§ EXERCISE
Print every record exactly, but leave out the pictures.

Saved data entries

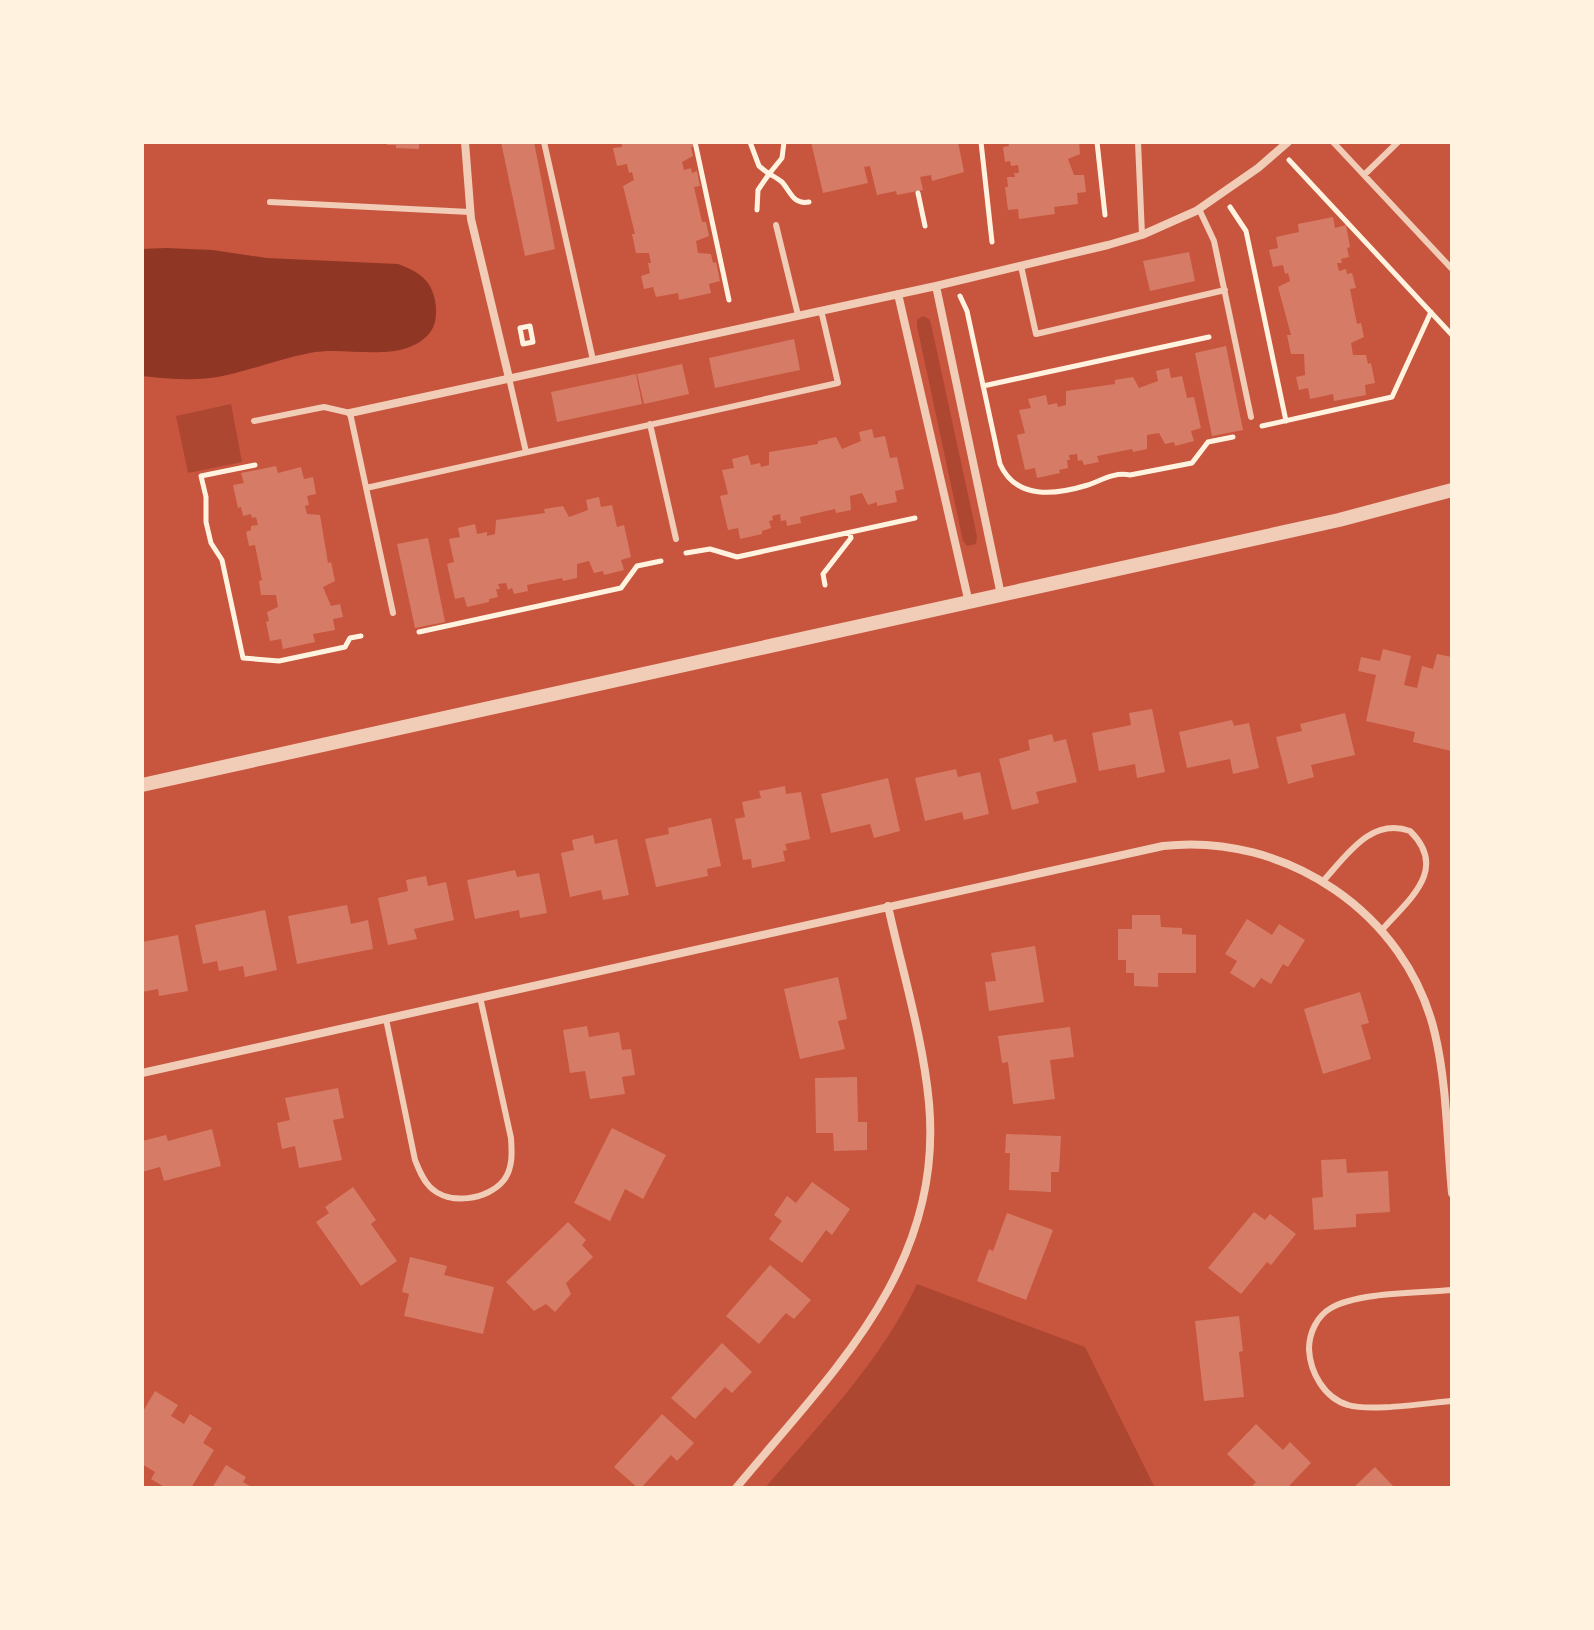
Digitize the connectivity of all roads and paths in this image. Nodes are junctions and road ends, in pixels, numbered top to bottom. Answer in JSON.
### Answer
{"nodes":[{"id":1,"x":465,"y":142,"type":"edge"},
{"id":2,"x":544,"y":142,"type":"edge"},
{"id":3,"x":695,"y":142,"type":"edge"},
{"id":4,"x":750,"y":142,"type":"edge"},
{"id":5,"x":784,"y":142,"type":"edge"},
{"id":6,"x":981,"y":142,"type":"edge"},
{"id":7,"x":1097,"y":142,"type":"edge"},
{"id":8,"x":1138,"y":142,"type":"edge"},
{"id":9,"x":1288,"y":142,"type":"edge"},
{"id":10,"x":1333,"y":142,"type":"edge"},
{"id":11,"x":1398,"y":142,"type":"edge"},
{"id":12,"x":1289,"y":160,"type":"dead end"},
{"id":13,"x":769,"y":174,"type":"junction"},
{"id":14,"x":1364,"y":175,"type":"junction"},
{"id":15,"x":918,"y":193,"type":"dead end"},
{"id":16,"x":270,"y":202,"type":"dead end"},
{"id":17,"x":809,"y":202,"type":"dead end"},
{"id":18,"x":1228,"y":205,"type":"dead end"},
{"id":19,"x":1199,"y":209,"type":"junction"},
{"id":20,"x":757,"y":210,"type":"dead end"},
{"id":21,"x":470,"y":212,"type":"junction"},
{"id":22,"x":1105,"y":215,"type":"dead end"},
{"id":23,"x":776,"y":225,"type":"dead end"},
{"id":24,"x":925,"y":226,"type":"dead end"},
{"id":25,"x":1142,"y":235,"type":"junction"},
{"id":26,"x":992,"y":242,"type":"dead end"},
{"id":27,"x":1021,"y":266,"type":"junction"},
{"id":28,"x":1452,"y":269,"type":"edge"},
{"id":29,"x":936,"y":286,"type":"junction"},
{"id":30,"x":1225,"y":290,"type":"junction"},
{"id":31,"x":898,"y":294,"type":"junction"},
{"id":32,"x":960,"y":296,"type":"dead end"},
{"id":33,"x":729,"y":300,"type":"dead end"},
{"id":34,"x":821,"y":310,"type":"junction"},
{"id":35,"x":1431,"y":312,"type":"junction"},
{"id":36,"x":798,"y":315,"type":"junction"},
{"id":37,"x":1452,"y":335,"type":"edge"},
{"id":38,"x":1209,"y":337,"type":"dead end"},
{"id":39,"x":593,"y":360,"type":"junction"},
{"id":40,"x":509,"y":378,"type":"junction"},
{"id":41,"x":983,"y":386,"type":"junction"},
{"id":42,"x":350,"y":413,"type":"junction"},
{"id":43,"x":1251,"y":417,"type":"dead end"},
{"id":44,"x":254,"y":421,"type":"dead end"},
{"id":45,"x":1286,"y":421,"type":"junction"},
{"id":46,"x":650,"y":424,"type":"junction"},
{"id":47,"x":1262,"y":426,"type":"dead end"},
{"id":48,"x":1233,"y":437,"type":"dead end"},
{"id":49,"x":526,"y":452,"type":"junction"},
{"id":50,"x":255,"y":465,"type":"dead end"},
{"id":51,"x":366,"y":488,"type":"junction"},
{"id":52,"x":1452,"y":490,"type":"edge"},
{"id":53,"x":915,"y":518,"type":"dead end"},
{"id":54,"x":850,"y":533,"type":"junction"},
{"id":55,"x":676,"y":539,"type":"dead end"},
{"id":56,"x":686,"y":553,"type":"dead end"},
{"id":57,"x":661,"y":561,"type":"dead end"},
{"id":58,"x":825,"y":585,"type":"dead end"},
{"id":59,"x":1001,"y":595,"type":"junction"},
{"id":60,"x":969,"y":603,"type":"junction"},
{"id":61,"x":393,"y":613,"type":"dead end"},
{"id":62,"x":419,"y":632,"type":"dead end"},
{"id":63,"x":361,"y":636,"type":"dead end"},
{"id":64,"x":142,"y":785,"type":"edge"},
{"id":65,"x":1324,"y":880,"type":"junction"},
{"id":66,"x":888,"y":906,"type":"junction"},
{"id":67,"x":1381,"y":931,"type":"junction"},
{"id":68,"x":480,"y":997,"type":"junction"},
{"id":69,"x":386,"y":1019,"type":"junction"},
{"id":70,"x":142,"y":1073,"type":"edge"},
{"id":71,"x":1452,"y":1193,"type":"edge"},
{"id":72,"x":1452,"y":1290,"type":"edge"},
{"id":73,"x":1452,"y":1401,"type":"edge"},
{"id":74,"x":736,"y":1488,"type":"edge"}],
"edges":[{"from":1,"to":21,"type":"street"},
{"from":2,"to":39,"type":"lane"},
{"from":3,"to":33,"type":"path"},
{"from":4,"to":13,"type":"path"},
{"from":5,"to":13,"type":"path"},
{"from":6,"to":26,"type":"path"},
{"from":7,"to":22,"type":"path"},
{"from":8,"to":25,"type":"lane"},
{"from":9,"to":19,"type":"street"},
{"from":10,"to":14,"type":"lane"},
{"from":11,"to":14,"type":"lane"},
{"from":12,"to":35,"type":"path"},
{"from":13,"to":17,"type":"path"},
{"from":13,"to":20,"type":"path"},
{"from":14,"to":28,"type":"lane"},
{"from":15,"to":24,"type":"path"},
{"from":16,"to":21,"type":"lane"},
{"from":18,"to":45,"type":"path"},
{"from":19,"to":25,"type":"street"},
{"from":19,"to":30,"type":"lane"},
{"from":21,"to":40,"type":"street"},
{"from":23,"to":36,"type":"lane"},
{"from":25,"to":27,"type":"street"},
{"from":27,"to":29,"type":"street"},
{"from":27,"to":30,"type":"lane"},
{"from":29,"to":31,"type":"street"},
{"from":29,"to":59,"type":"street"},
{"from":30,"to":43,"type":"lane"},
{"from":31,"to":34,"type":"street"},
{"from":31,"to":60,"type":"street"},
{"from":32,"to":41,"type":"path"},
{"from":34,"to":36,"type":"street"},
{"from":34,"to":46,"type":"lane"},
{"from":35,"to":37,"type":"path"},
{"from":35,"to":45,"type":"path"},
{"from":36,"to":39,"type":"street"},
{"from":38,"to":41,"type":"path"},
{"from":39,"to":40,"type":"street"},
{"from":40,"to":42,"type":"street"},
{"from":40,"to":49,"type":"lane"},
{"from":41,"to":48,"type":"path"},
{"from":42,"to":44,"type":"lane"},
{"from":42,"to":51,"type":"lane"},
{"from":45,"to":47,"type":"path"},
{"from":46,"to":49,"type":"lane"},
{"from":46,"to":55,"type":"lane"},
{"from":49,"to":51,"type":"lane"},
{"from":50,"to":63,"type":"path"},
{"from":51,"to":61,"type":"lane"},
{"from":52,"to":59,"type":"street"},
{"from":53,"to":54,"type":"path"},
{"from":54,"to":56,"type":"path"},
{"from":54,"to":58,"type":"path"},
{"from":57,"to":62,"type":"path"},
{"from":59,"to":60,"type":"street"},
{"from":60,"to":64,"type":"street"},
{"from":65,"to":66,"type":"street"},
{"from":65,"to":67,"type":"street"},
{"from":65,"to":67,"type":"lane"},
{"from":66,"to":68,"type":"street"},
{"from":66,"to":74,"type":"street"},
{"from":67,"to":71,"type":"street"},
{"from":68,"to":69,"type":"street"},
{"from":68,"to":69,"type":"lane"},
{"from":69,"to":70,"type":"street"},
{"from":72,"to":73,"type":"lane"}]}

§ RESPONSE TO THE TASK
Digitize the connectivity of all roads and paths in this image. Nodes are junctions and road ends, in pixels, numbered top to bottom. Answer in JSON.
### Answer
{"nodes":[{"id":1,"x":465,"y":142,"type":"edge"},
{"id":2,"x":544,"y":142,"type":"edge"},
{"id":3,"x":695,"y":142,"type":"edge"},
{"id":4,"x":750,"y":142,"type":"edge"},
{"id":5,"x":784,"y":142,"type":"edge"},
{"id":6,"x":981,"y":142,"type":"edge"},
{"id":7,"x":1097,"y":142,"type":"edge"},
{"id":8,"x":1138,"y":142,"type":"edge"},
{"id":9,"x":1288,"y":142,"type":"edge"},
{"id":10,"x":1333,"y":142,"type":"edge"},
{"id":11,"x":1398,"y":142,"type":"edge"},
{"id":12,"x":1289,"y":160,"type":"dead end"},
{"id":13,"x":769,"y":174,"type":"junction"},
{"id":14,"x":1364,"y":175,"type":"junction"},
{"id":15,"x":918,"y":193,"type":"dead end"},
{"id":16,"x":270,"y":202,"type":"dead end"},
{"id":17,"x":809,"y":202,"type":"dead end"},
{"id":18,"x":1228,"y":205,"type":"dead end"},
{"id":19,"x":1199,"y":209,"type":"junction"},
{"id":20,"x":757,"y":210,"type":"dead end"},
{"id":21,"x":470,"y":212,"type":"junction"},
{"id":22,"x":1105,"y":215,"type":"dead end"},
{"id":23,"x":776,"y":225,"type":"dead end"},
{"id":24,"x":925,"y":226,"type":"dead end"},
{"id":25,"x":1142,"y":235,"type":"junction"},
{"id":26,"x":992,"y":242,"type":"dead end"},
{"id":27,"x":1021,"y":266,"type":"junction"},
{"id":28,"x":1452,"y":269,"type":"edge"},
{"id":29,"x":936,"y":286,"type":"junction"},
{"id":30,"x":1225,"y":290,"type":"junction"},
{"id":31,"x":898,"y":294,"type":"junction"},
{"id":32,"x":960,"y":296,"type":"dead end"},
{"id":33,"x":729,"y":300,"type":"dead end"},
{"id":34,"x":821,"y":310,"type":"junction"},
{"id":35,"x":1431,"y":312,"type":"junction"},
{"id":36,"x":798,"y":315,"type":"junction"},
{"id":37,"x":1452,"y":335,"type":"edge"},
{"id":38,"x":1209,"y":337,"type":"dead end"},
{"id":39,"x":593,"y":360,"type":"junction"},
{"id":40,"x":509,"y":378,"type":"junction"},
{"id":41,"x":983,"y":386,"type":"junction"},
{"id":42,"x":350,"y":413,"type":"junction"},
{"id":43,"x":1251,"y":417,"type":"dead end"},
{"id":44,"x":254,"y":421,"type":"dead end"},
{"id":45,"x":1286,"y":421,"type":"junction"},
{"id":46,"x":650,"y":424,"type":"junction"},
{"id":47,"x":1262,"y":426,"type":"dead end"},
{"id":48,"x":1233,"y":437,"type":"dead end"},
{"id":49,"x":526,"y":452,"type":"junction"},
{"id":50,"x":255,"y":465,"type":"dead end"},
{"id":51,"x":366,"y":488,"type":"junction"},
{"id":52,"x":1452,"y":490,"type":"edge"},
{"id":53,"x":915,"y":518,"type":"dead end"},
{"id":54,"x":850,"y":533,"type":"junction"},
{"id":55,"x":676,"y":539,"type":"dead end"},
{"id":56,"x":686,"y":553,"type":"dead end"},
{"id":57,"x":661,"y":561,"type":"dead end"},
{"id":58,"x":825,"y":585,"type":"dead end"},
{"id":59,"x":1001,"y":595,"type":"junction"},
{"id":60,"x":969,"y":603,"type":"junction"},
{"id":61,"x":393,"y":613,"type":"dead end"},
{"id":62,"x":419,"y":632,"type":"dead end"},
{"id":63,"x":361,"y":636,"type":"dead end"},
{"id":64,"x":142,"y":785,"type":"edge"},
{"id":65,"x":1324,"y":880,"type":"junction"},
{"id":66,"x":888,"y":906,"type":"junction"},
{"id":67,"x":1381,"y":931,"type":"junction"},
{"id":68,"x":480,"y":997,"type":"junction"},
{"id":69,"x":386,"y":1019,"type":"junction"},
{"id":70,"x":142,"y":1073,"type":"edge"},
{"id":71,"x":1452,"y":1193,"type":"edge"},
{"id":72,"x":1452,"y":1290,"type":"edge"},
{"id":73,"x":1452,"y":1401,"type":"edge"},
{"id":74,"x":736,"y":1488,"type":"edge"}],
"edges":[{"from":1,"to":21,"type":"street"},
{"from":2,"to":39,"type":"lane"},
{"from":3,"to":33,"type":"path"},
{"from":4,"to":13,"type":"path"},
{"from":5,"to":13,"type":"path"},
{"from":6,"to":26,"type":"path"},
{"from":7,"to":22,"type":"path"},
{"from":8,"to":25,"type":"lane"},
{"from":9,"to":19,"type":"street"},
{"from":10,"to":14,"type":"lane"},
{"from":11,"to":14,"type":"lane"},
{"from":12,"to":35,"type":"path"},
{"from":13,"to":17,"type":"path"},
{"from":13,"to":20,"type":"path"},
{"from":14,"to":28,"type":"lane"},
{"from":15,"to":24,"type":"path"},
{"from":16,"to":21,"type":"lane"},
{"from":18,"to":45,"type":"path"},
{"from":19,"to":25,"type":"street"},
{"from":19,"to":30,"type":"lane"},
{"from":21,"to":40,"type":"street"},
{"from":23,"to":36,"type":"lane"},
{"from":25,"to":27,"type":"street"},
{"from":27,"to":29,"type":"street"},
{"from":27,"to":30,"type":"lane"},
{"from":29,"to":31,"type":"street"},
{"from":29,"to":59,"type":"street"},
{"from":30,"to":43,"type":"lane"},
{"from":31,"to":34,"type":"street"},
{"from":31,"to":60,"type":"street"},
{"from":32,"to":41,"type":"path"},
{"from":34,"to":36,"type":"street"},
{"from":34,"to":46,"type":"lane"},
{"from":35,"to":37,"type":"path"},
{"from":35,"to":45,"type":"path"},
{"from":36,"to":39,"type":"street"},
{"from":38,"to":41,"type":"path"},
{"from":39,"to":40,"type":"street"},
{"from":40,"to":42,"type":"street"},
{"from":40,"to":49,"type":"lane"},
{"from":41,"to":48,"type":"path"},
{"from":42,"to":44,"type":"lane"},
{"from":42,"to":51,"type":"lane"},
{"from":45,"to":47,"type":"path"},
{"from":46,"to":49,"type":"lane"},
{"from":46,"to":55,"type":"lane"},
{"from":49,"to":51,"type":"lane"},
{"from":50,"to":63,"type":"path"},
{"from":51,"to":61,"type":"lane"},
{"from":52,"to":59,"type":"street"},
{"from":53,"to":54,"type":"path"},
{"from":54,"to":56,"type":"path"},
{"from":54,"to":58,"type":"path"},
{"from":57,"to":62,"type":"path"},
{"from":59,"to":60,"type":"street"},
{"from":60,"to":64,"type":"street"},
{"from":65,"to":66,"type":"street"},
{"from":65,"to":67,"type":"street"},
{"from":65,"to":67,"type":"lane"},
{"from":66,"to":68,"type":"street"},
{"from":66,"to":74,"type":"street"},
{"from":67,"to":71,"type":"street"},
{"from":68,"to":69,"type":"street"},
{"from":68,"to":69,"type":"lane"},
{"from":69,"to":70,"type":"street"},
{"from":72,"to":73,"type":"lane"}]}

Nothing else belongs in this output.